10.4.5 Formatting Fonts

There are specs for highlighting, and these are shared by all the format variables. Text inside the ‘%(’ and ‘%)’ specifiers will get the special mouse-face property set, which means that it will be highlighted (with gnus-mouse-face) when you put the mouse pointer over it.

Text inside the ‘%{’ and ‘%}’ specifiers will have their normal faces set using gnus-face-0, which is bold by default. If you say ‘%1{’, you’ll get gnus-face-1 instead, and so on. Create as many faces as you wish. The same goes for the mouse-face specs—you can say ‘%3(hello%)’ to have ‘hello’ mouse-highlighted with gnus-mouse-face-3.

Text inside the ‘%<<’ and ‘%>>’ specifiers will get the special balloon-help property set to gnus-balloon-face-0. If you say ‘%1<<’, you’ll get gnus-balloon-face-1 and so on. The gnus-balloon-face-* variables should be either strings or symbols naming functions that return a string. When the mouse passes over text with this property set, a balloon window will appear and display the string. Please refer to Tooltips in The Emacs Manual for more information on this. (For technical reasons, the guillemets have been approximated as ‘<<’ and ‘>>’ in this paragraph.)

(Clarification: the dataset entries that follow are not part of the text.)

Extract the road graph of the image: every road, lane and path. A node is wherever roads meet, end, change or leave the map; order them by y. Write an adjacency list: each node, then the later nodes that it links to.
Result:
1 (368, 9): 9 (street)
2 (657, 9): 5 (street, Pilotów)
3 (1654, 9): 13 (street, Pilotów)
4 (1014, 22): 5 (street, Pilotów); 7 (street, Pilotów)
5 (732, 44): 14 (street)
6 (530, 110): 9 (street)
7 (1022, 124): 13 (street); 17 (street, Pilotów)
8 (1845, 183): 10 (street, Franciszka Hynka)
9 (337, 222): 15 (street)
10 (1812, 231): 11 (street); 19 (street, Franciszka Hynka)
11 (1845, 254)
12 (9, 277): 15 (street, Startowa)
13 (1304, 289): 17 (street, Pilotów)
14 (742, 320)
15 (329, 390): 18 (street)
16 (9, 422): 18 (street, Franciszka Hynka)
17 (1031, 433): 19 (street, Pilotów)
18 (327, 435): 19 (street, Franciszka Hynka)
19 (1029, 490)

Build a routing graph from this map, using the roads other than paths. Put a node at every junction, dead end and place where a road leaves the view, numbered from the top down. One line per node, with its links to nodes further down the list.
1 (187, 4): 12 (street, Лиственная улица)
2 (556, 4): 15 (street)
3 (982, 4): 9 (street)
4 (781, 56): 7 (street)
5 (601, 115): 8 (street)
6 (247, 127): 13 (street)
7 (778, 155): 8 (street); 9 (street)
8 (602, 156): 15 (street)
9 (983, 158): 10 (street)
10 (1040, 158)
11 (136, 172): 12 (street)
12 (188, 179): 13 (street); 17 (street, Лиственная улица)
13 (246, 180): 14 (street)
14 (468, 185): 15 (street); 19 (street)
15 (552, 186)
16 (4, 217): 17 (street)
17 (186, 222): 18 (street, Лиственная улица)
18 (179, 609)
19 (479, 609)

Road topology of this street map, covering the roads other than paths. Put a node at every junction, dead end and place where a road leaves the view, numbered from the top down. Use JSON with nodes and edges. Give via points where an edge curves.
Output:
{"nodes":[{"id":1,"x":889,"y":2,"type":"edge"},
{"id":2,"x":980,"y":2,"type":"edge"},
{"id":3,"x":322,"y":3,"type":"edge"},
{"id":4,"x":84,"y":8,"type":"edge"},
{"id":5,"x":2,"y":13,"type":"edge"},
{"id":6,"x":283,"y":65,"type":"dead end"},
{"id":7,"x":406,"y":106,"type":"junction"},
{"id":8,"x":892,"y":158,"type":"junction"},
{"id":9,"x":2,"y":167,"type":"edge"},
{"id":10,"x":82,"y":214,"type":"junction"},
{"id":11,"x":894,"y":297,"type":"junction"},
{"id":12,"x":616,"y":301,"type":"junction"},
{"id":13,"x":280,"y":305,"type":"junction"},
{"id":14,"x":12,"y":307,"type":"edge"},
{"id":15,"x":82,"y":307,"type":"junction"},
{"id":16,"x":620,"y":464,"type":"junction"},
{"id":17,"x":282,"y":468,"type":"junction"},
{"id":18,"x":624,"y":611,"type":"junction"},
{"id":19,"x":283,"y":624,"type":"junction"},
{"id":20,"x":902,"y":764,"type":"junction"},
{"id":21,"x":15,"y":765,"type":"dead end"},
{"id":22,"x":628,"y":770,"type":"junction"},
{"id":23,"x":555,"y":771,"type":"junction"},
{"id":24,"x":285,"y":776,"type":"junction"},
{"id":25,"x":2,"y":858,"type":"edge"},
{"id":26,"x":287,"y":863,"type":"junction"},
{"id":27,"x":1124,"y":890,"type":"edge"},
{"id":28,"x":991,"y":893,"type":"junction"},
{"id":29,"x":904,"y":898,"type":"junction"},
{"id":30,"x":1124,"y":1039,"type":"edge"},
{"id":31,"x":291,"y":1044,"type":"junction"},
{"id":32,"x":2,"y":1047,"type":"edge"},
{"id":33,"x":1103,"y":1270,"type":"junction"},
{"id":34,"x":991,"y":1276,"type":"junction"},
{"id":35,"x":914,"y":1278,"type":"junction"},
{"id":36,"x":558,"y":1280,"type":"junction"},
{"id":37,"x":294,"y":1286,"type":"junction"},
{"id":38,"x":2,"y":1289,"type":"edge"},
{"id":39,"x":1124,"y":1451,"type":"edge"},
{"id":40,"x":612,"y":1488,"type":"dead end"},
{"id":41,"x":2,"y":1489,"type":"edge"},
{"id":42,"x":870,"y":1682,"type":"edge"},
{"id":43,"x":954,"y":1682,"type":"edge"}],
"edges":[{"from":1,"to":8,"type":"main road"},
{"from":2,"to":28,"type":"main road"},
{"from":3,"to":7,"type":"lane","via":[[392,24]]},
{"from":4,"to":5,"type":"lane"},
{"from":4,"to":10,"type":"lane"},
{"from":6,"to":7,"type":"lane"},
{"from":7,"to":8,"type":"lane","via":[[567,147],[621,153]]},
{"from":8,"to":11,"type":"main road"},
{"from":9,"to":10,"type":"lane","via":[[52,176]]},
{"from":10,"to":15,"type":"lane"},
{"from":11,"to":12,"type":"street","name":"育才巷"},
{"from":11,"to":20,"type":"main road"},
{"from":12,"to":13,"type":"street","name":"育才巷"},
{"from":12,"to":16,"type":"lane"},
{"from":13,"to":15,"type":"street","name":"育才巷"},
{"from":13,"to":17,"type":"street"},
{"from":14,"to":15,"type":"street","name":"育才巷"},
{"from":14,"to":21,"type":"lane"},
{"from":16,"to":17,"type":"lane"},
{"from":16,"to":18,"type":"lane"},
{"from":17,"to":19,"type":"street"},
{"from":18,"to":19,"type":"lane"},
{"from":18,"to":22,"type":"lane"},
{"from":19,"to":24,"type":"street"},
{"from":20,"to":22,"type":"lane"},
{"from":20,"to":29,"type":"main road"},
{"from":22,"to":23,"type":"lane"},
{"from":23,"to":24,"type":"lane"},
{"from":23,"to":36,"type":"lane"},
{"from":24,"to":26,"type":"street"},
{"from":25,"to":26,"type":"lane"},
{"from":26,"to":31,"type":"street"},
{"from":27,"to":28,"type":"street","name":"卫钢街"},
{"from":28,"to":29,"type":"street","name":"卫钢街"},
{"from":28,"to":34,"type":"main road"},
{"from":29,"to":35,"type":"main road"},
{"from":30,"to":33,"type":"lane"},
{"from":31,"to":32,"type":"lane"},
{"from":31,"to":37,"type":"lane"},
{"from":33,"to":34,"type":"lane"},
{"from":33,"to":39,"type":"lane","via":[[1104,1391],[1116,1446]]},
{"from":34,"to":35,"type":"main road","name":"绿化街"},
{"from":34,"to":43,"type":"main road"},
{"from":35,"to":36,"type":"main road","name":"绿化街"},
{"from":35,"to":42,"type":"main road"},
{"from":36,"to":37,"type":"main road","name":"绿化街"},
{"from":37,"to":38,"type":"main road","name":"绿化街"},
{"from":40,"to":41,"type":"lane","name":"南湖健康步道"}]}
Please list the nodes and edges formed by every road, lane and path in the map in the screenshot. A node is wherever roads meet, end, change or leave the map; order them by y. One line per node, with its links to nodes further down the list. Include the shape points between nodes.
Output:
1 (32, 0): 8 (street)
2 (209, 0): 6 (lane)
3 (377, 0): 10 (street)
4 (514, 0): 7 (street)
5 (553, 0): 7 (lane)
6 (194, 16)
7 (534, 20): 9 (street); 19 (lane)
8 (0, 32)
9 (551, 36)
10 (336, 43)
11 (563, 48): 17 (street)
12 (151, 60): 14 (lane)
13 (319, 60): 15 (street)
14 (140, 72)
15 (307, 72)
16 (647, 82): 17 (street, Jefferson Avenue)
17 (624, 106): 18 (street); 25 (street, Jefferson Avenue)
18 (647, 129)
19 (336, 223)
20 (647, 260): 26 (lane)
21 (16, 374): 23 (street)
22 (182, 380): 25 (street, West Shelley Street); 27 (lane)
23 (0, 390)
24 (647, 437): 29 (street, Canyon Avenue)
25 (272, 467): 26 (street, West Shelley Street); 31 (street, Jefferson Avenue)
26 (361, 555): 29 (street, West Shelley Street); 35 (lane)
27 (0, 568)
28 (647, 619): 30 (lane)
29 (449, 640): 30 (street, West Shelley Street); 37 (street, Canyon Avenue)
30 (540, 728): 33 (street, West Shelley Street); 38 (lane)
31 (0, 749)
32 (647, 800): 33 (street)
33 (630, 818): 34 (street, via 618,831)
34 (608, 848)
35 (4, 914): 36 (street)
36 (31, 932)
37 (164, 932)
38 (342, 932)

Here’s an alternative recipe for the group buffer:

;; Create three face types.
(setq gnus-face-1 'bold)
(setq gnus-face-3 'italic)

;; We want the article count to be in
;; a bold and green face.  So we create
;; a new face called my-green-bold.
(copy-face 'bold 'my-green-bold)
;; Set the color.
(set-face-foreground 'my-green-bold "ForestGreen")
(setq gnus-face-2 'my-green-bold)

;; Set the new & fancy format.
(setq gnus-group-line-format
      "%M%S%3{%5y%}%2[:%] %(%1{%g%}%)\n")

I’m sure you’ll be able to use this scheme to create totally unreadable and extremely vulgar displays. Have fun!

Note that the ‘%(’ specs (and friends) do not make any sense on the mode-line variables.